• _Goal of the exercise_:
Lines in the listing below that hold "Cedar" are the ones to copy.

• _Material to process_:
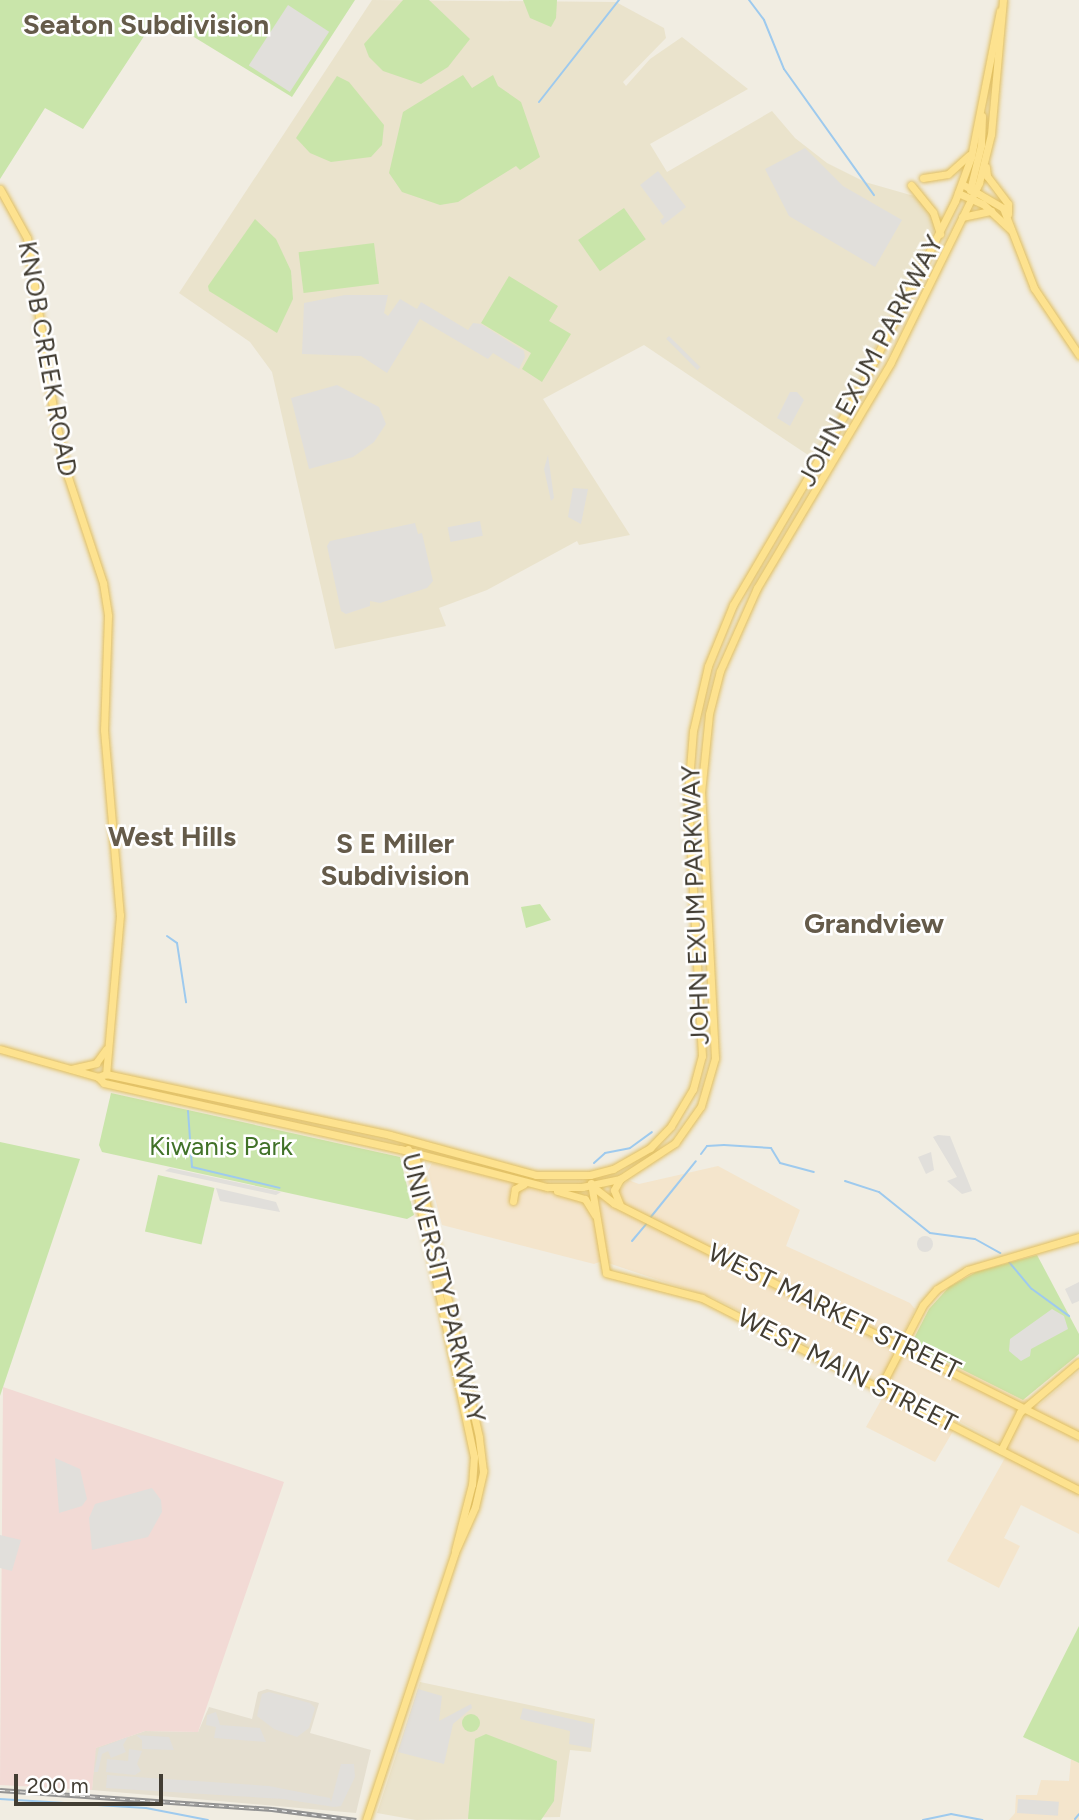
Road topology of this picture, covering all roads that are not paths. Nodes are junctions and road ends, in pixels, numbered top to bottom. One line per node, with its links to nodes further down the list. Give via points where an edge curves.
1 (1003, 0): 2 (main road); 4 (main road)
2 (981, 105): 3 (main road); 8 (main road, via 981,145)
3 (972, 151): 5 (main road, via 954,171); 8 (main road)
4 (986, 163): 8 (main road); 12 (main road, via 987,176 1008,204)
5 (923, 178)
6 (911, 186): 14 (main road, via 933,212)
7 (0, 188): 18 (main road, KNOB CREEK ROAD, via 27,238 57,427 68,477 103,583 108,617 104,730 120,915)
8 (970, 189): 9 (main road, JOHN EXUM PARKWAY); 9 (main road); 10 (main road); 11 (main road, JOHN EXUM PARKWAY); 12 (main road, via 995,201)
9 (958, 193): 14 (main road, JOHN EXUM PARKWAY)
10 (993, 212): 11 (main road); 13 (main road)
11 (962, 218): 16 (main road, JOHN EXUM PARKWAY)
12 (1009, 218): 13 (main road)
13 (1011, 230): 17 (main road, via 1034,288)
14 (940, 234): 15 (main road, JOHN EXUM PARKWAY)
15 (913, 286): 16 (main road); 24 (main road, JOHN EXUM PARKWAY, via 862,385 733,605 701,692 688,794 703,1036 693,1090 657,1143 626,1163)
16 (926, 292): 25 (main road, JOHN EXUM PARKWAY, via 870,400 757,588 720,671 707,726 701,793 717,1037 714,1066 701,1106 675,1143)
17 (1079, 355)
18 (108, 1045): 20 (main road, via 98,1062); 21 (main road, KNOB CREEK ROAD)
19 (0, 1049): 20 (main road)
20 (71, 1069): 21 (main road)
21 (102, 1075): 22 (main road); 23 (main road, via 104,1083)
22 (408, 1141): 23 (main road, UNIVERSITY PARKWAY); 24 (main road, JOHN EXUM PARKWAY, via 538,1175)
23 (411, 1152): 26 (main road); 42 (main road, UNIVERSITY PARKWAY, via 483,1457 480,1492 455,1552)
24 (590, 1175): 27 (main road)
25 (620, 1179): 27 (main road, JOHN EXUM PARKWAY); 32 (main road, via 614,1192)
26 (527, 1183): 28 (main road, JOHN EXUM PARKWAY); 30 (main road, via 515,1189)
27 (592, 1185): 28 (main road, JOHN EXUM PARKWAY); 29 (main road, WEST MARKET STREET); 31 (main road)
28 (547, 1187): 33 (main road, via 585,1199)
29 (606, 1198): 31 (main road, via 598,1199); 32 (main road, WEST MARKET STREET)
30 (513, 1201)
31 (595, 1206): 33 (main road)
32 (620, 1206): 35 (main road, WEST MARKET STREET)
33 (599, 1224): 37 (main road, WEST MAIN STREET, via 606,1273 702,1298)
34 (1079, 1237): 35 (main road, via 952,1277 923,1305)
35 (902, 1346): 37 (main road); 38 (main road, WEST MARKET STREET)
36 (1079, 1362): 38 (main road)
37 (880, 1388): 40 (main road, WEST MAIN STREET)
38 (1025, 1407): 39 (main road, WEST MARKET STREET); 40 (main road)
39 (1079, 1436)
40 (1001, 1450): 41 (main road, WEST MAIN STREET)
41 (1079, 1490)
42 (366, 1820)

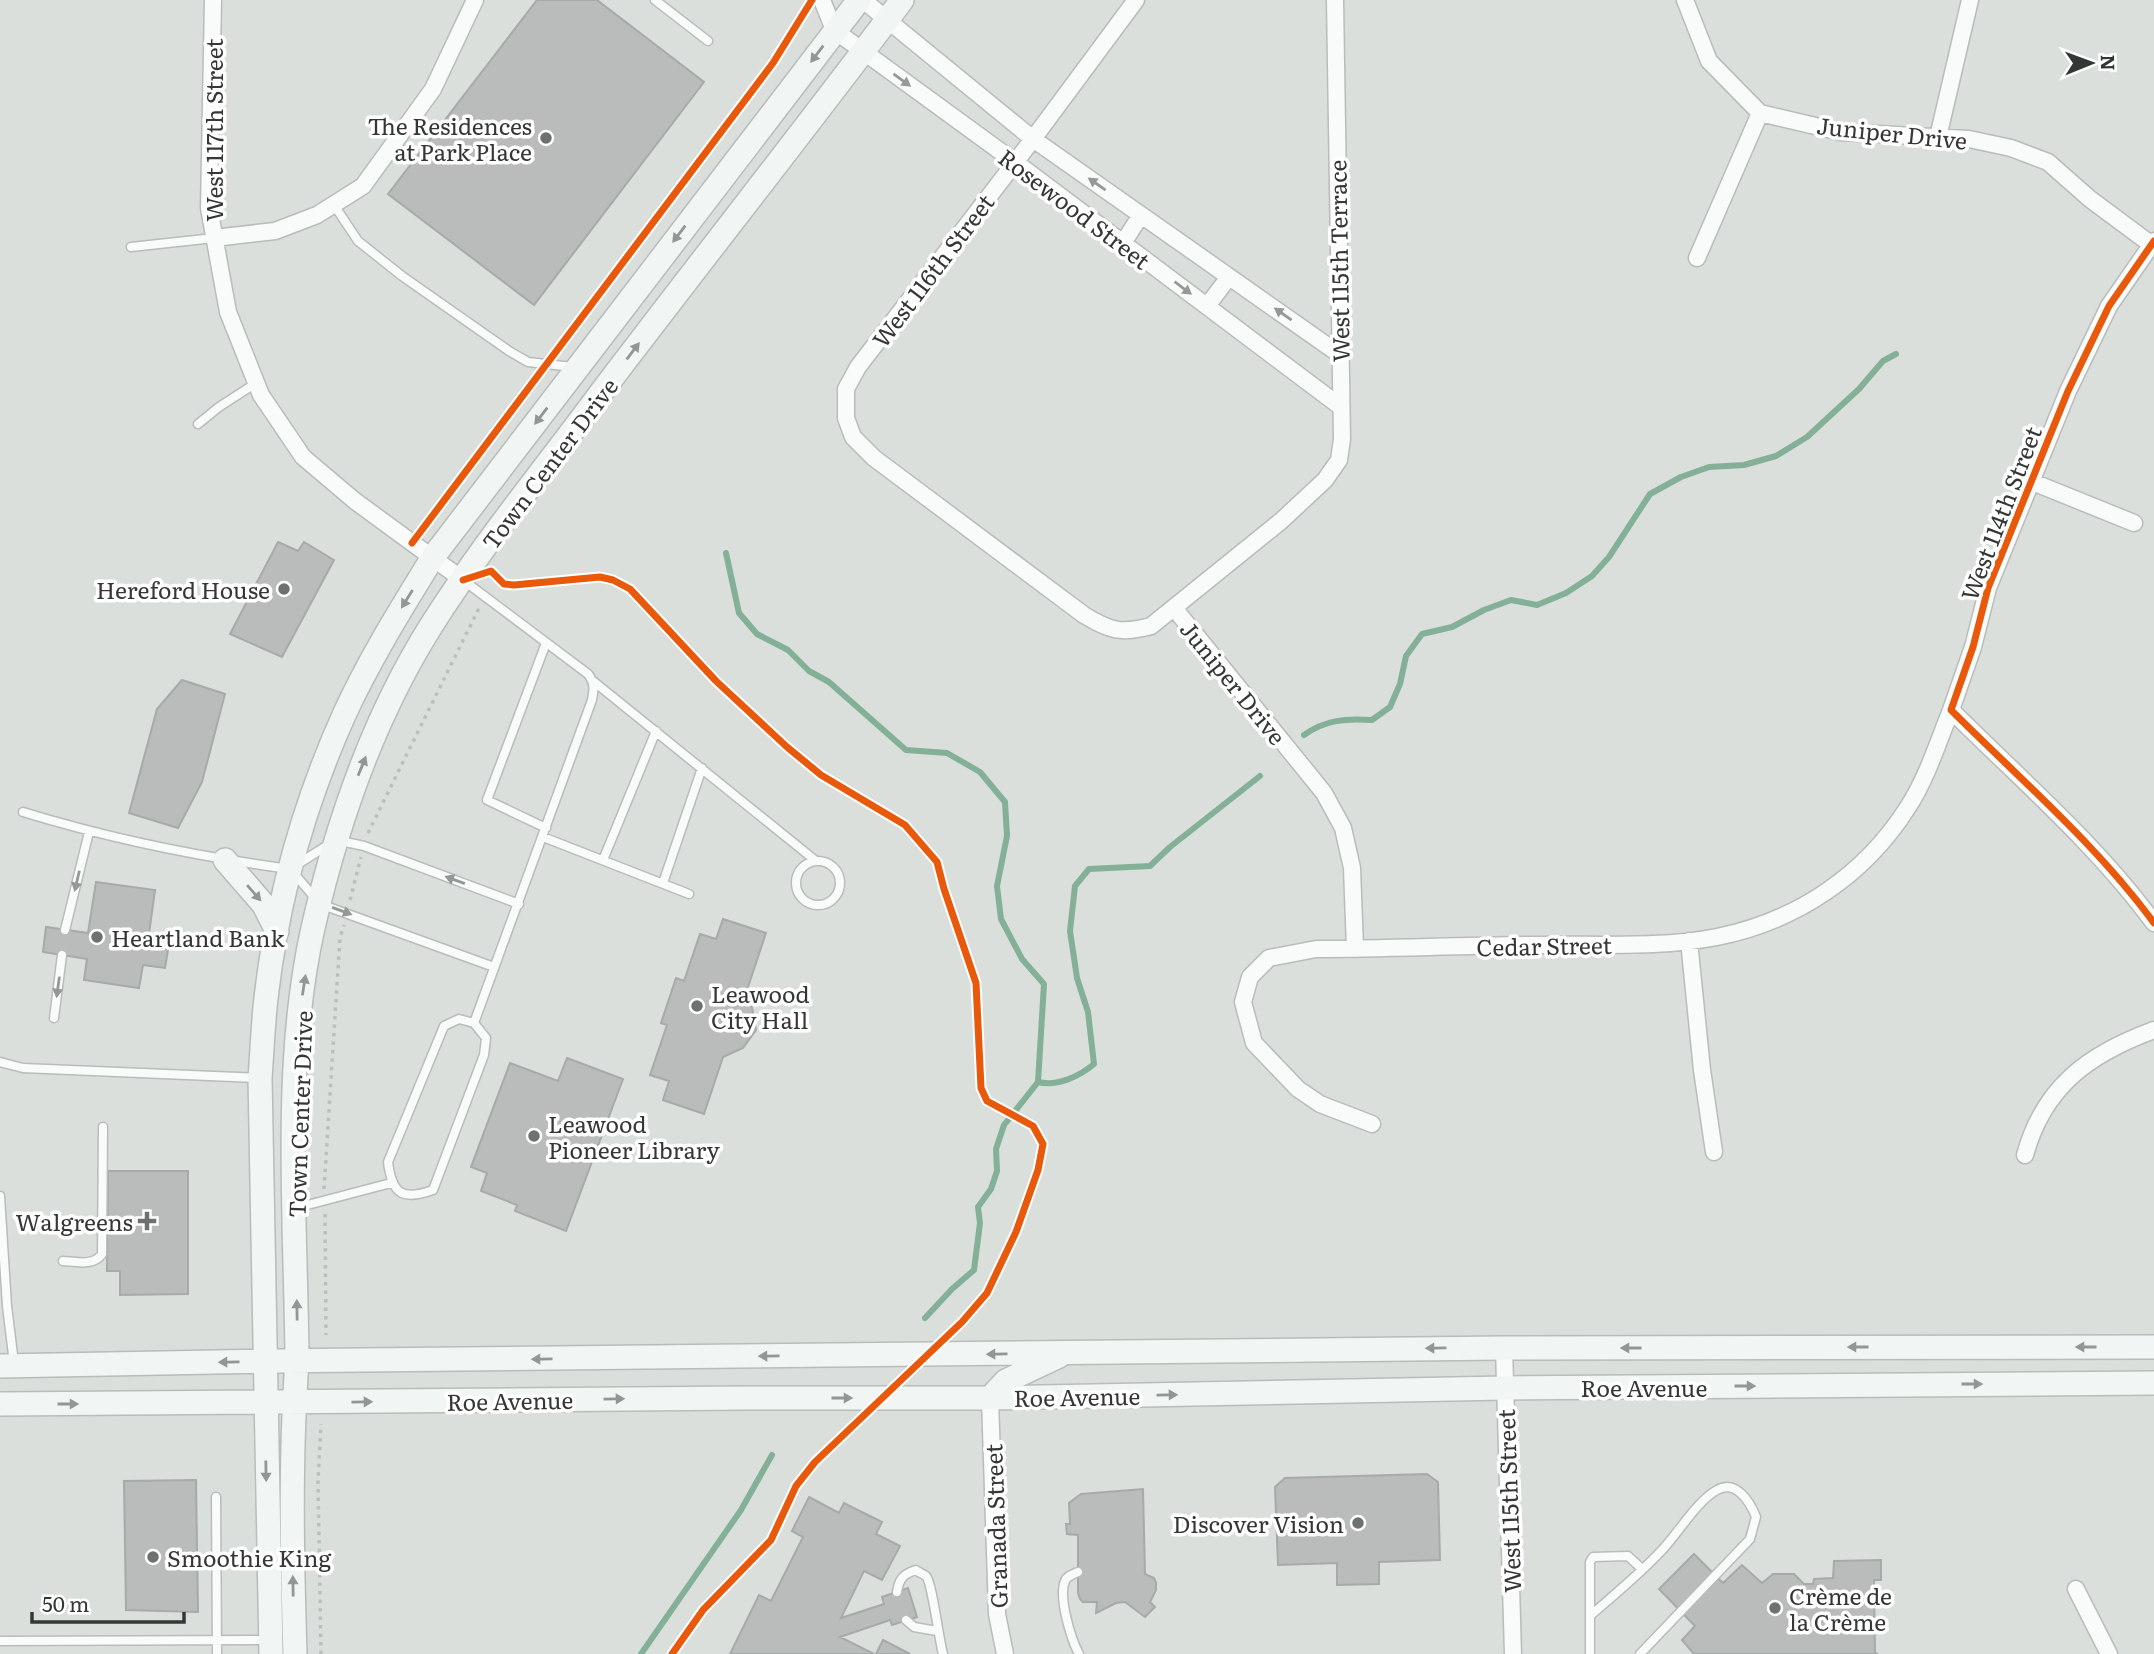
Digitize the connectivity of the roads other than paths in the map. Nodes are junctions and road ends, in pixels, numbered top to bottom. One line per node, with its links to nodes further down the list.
1 (213, 0): 21 (street, West 117th Street)
2 (475, 0): 19 (street)
3 (655, 0): 13 (lane)
4 (822, 0): 12 (street)
5 (861, 0): 11 (street, Rosewood Street); 12 (main road, Town Center Drive)
6 (902, 0): 11 (main road, Town Center Drive)
7 (1136, 0): 17 (street, West 116th Street)
8 (1335, 0): 28 (street, West 115th Terrace)
9 (1685, 0): 15 (street)
10 (1970, 0): 16 (street)
11 (887, 20): 14 (main road, Town Center Drive); 17 (street, Rosewood Street)
12 (834, 30): 14 (street, Rosewood Street); 29 (main road, Town Center Drive, one-way to 29)
13 (708, 41)
14 (862, 51): 18 (street, Rosewood Street, one-way to 18); 37 (main road, Town Center Drive, one-way to 14)
15 (1760, 113): 16 (street, Juniper Drive); 25 (street)
16 (1938, 137): 23 (street, Juniper Drive)
17 (1033, 139): 18 (street, West 116th Street); 20 (street, Rosewood Street, one-way to 17)
18 (1015, 162): 22 (street, Rosewood Street); 32 (street, West 116th Street)
19 (334, 205): 21 (street); 29 (lane)
20 (1141, 215): 22 (street); 26 (street, Rosewood Street)
21 (214, 238): 24 (lane); 30 (street, West 117th Street)
22 (1123, 243): 27 (street, Rosewood Street, one-way to 27)
23 (2153, 243): 34 (street, West 114th Street)
24 (131, 247)
25 (1697, 258)
26 (1230, 277): 27 (street); 28 (street, Rosewood Street, one-way to 26)
27 (1207, 306): 31 (street, Rosewood Street)
28 (1339, 354): 31 (street, West 115th Terrace)
29 (578, 367): 36 (main road, Town Center Drive, one-way to 36)
30 (256, 383): 33 (lane); 36 (street, West 117th Street)
31 (1341, 407): 38 (street, West 115th Terrace)
32 (846, 411): 38 (street, Juniper Drive)
33 (198, 424)
34 (2030, 481): 35 (street); 41 (street, West 114th Street)
35 (2134, 523)
36 (433, 557): 37 (street, West 117th Street); 51 (main road, Town Center Drive, one-way to 51)
37 (463, 580): 39 (lane); 47 (main road, Town Center Drive, one-way to 37)
38 (1174, 608): 61 (street, Juniper Drive)
39 (546, 643): 40 (lane); 46 (lane)
40 (593, 681): 42 (lane); 46 (lane)
41 (1951, 710): 56 (street); 60 (street, Cedar Street)
42 (656, 731): 43 (lane); 49 (lane)
43 (702, 768): 50 (lane); 52 (lane)
44 (23, 812): 45 (lane)
45 (89, 832): 48 (lane); 58 (lane, one-way to 58)
46 (545, 832): 49 (lane); 55 (lane)
47 (336, 840): 51 (lane); 54 (main road, Town Center Drive); 55 (lane, one-way to 47)
48 (225, 860): 51 (lane); 59 (main road, one-way to 59)
49 (603, 860): 52 (lane)
50 (816, 861): 50 (lane)
51 (290, 869): 54 (lane); 59 (main road, Town Center Drive)
52 (663, 883): 53 (lane)
53 (689, 894)
54 (320, 904): 63 (lane, one-way to 63); 75 (main road, Town Center Drive, one-way to 54)
55 (519, 904): 63 (lane)
56 (2149, 906): 57 (street)
57 (2154, 923)
58 (65, 930)
59 (277, 931): 68 (main road, Town Center Drive)
60 (1689, 941): 61 (street, Cedar Street); 71 (street)
61 (1355, 949): 69 (street, Cedar Street)
62 (62, 955): 64 (lane, one-way to 64)
63 (494, 967): 65 (lane)
64 (54, 1018)
65 (474, 1023): 73 (lane); 73 (lane)
66 (2154, 1030): 72 (street)
67 (0, 1062): 68 (lane)
68 (260, 1078): 80 (main road, Town Center Drive)
69 (1373, 1124)
70 (103, 1127): 76 (lane)
71 (1714, 1152)
72 (2025, 1155)
73 (391, 1183): 75 (lane)
74 (0, 1196): 82 (lane)
75 (295, 1208): 81 (main road, Town Center Drive, one-way to 75)
76 (64, 1261)
77 (2154, 1347): 78 (main road, Roe Avenue, one-way to 78)
78 (1504, 1348): 79 (main road, Roe Avenue, one-way to 79); 84 (street, West 115th Street)
79 (1065, 1353): 81 (main road, Roe Avenue, one-way to 81); 85 (main road)
80 (264, 1361): 81 (main road, Roe Avenue); 82 (main road, Roe Avenue, one-way to 82); 86 (main road, Town Center Drive)
81 (297, 1361): 87 (main road, Town Center Drive)
82 (7, 1366)
83 (2154, 1383): 84 (main road, Roe Avenue, one-way to 83)
84 (1505, 1388): 85 (main road, Roe Avenue, one-way to 84); 105 (street, West 115th Street)
85 (990, 1398): 87 (main road, Roe Avenue, one-way to 85); 103 (street, Granada Street)
86 (265, 1402): 87 (main road, Roe Avenue); 88 (main road, Roe Avenue, one-way to 86); 99 (main road, Town Center Drive, one-way to 99)
87 (294, 1402): 101 (main road, Town Center Drive, one-way to 87)
88 (0, 1404)
89 (216, 1497): 97 (lane)
90 (1642, 1569): 94 (lane); 94 (lane); 107 (lane)
91 (1078, 1572): 104 (lane)
92 (2077, 1589): 108 (street)
93 (897, 1592): 96 (lane)
94 (1591, 1615): 106 (lane)
95 (906, 1620): 96 (lane)
96 (937, 1631): 102 (lane)
97 (217, 1640): 98 (lane); 99 (lane); 100 (lane)
98 (0, 1642)
99 (270, 1647)
100 (217, 1654)
101 (295, 1654)
102 (943, 1654)
103 (1005, 1654)
104 (1079, 1654)
105 (1513, 1654)
106 (1590, 1654)
107 (1640, 1654)
108 (2109, 1654)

• _Response to this exercise_:
41 (1951, 710): 56 (street); 60 (street, Cedar Street)
60 (1689, 941): 61 (street, Cedar Street); 71 (street)
61 (1355, 949): 69 (street, Cedar Street)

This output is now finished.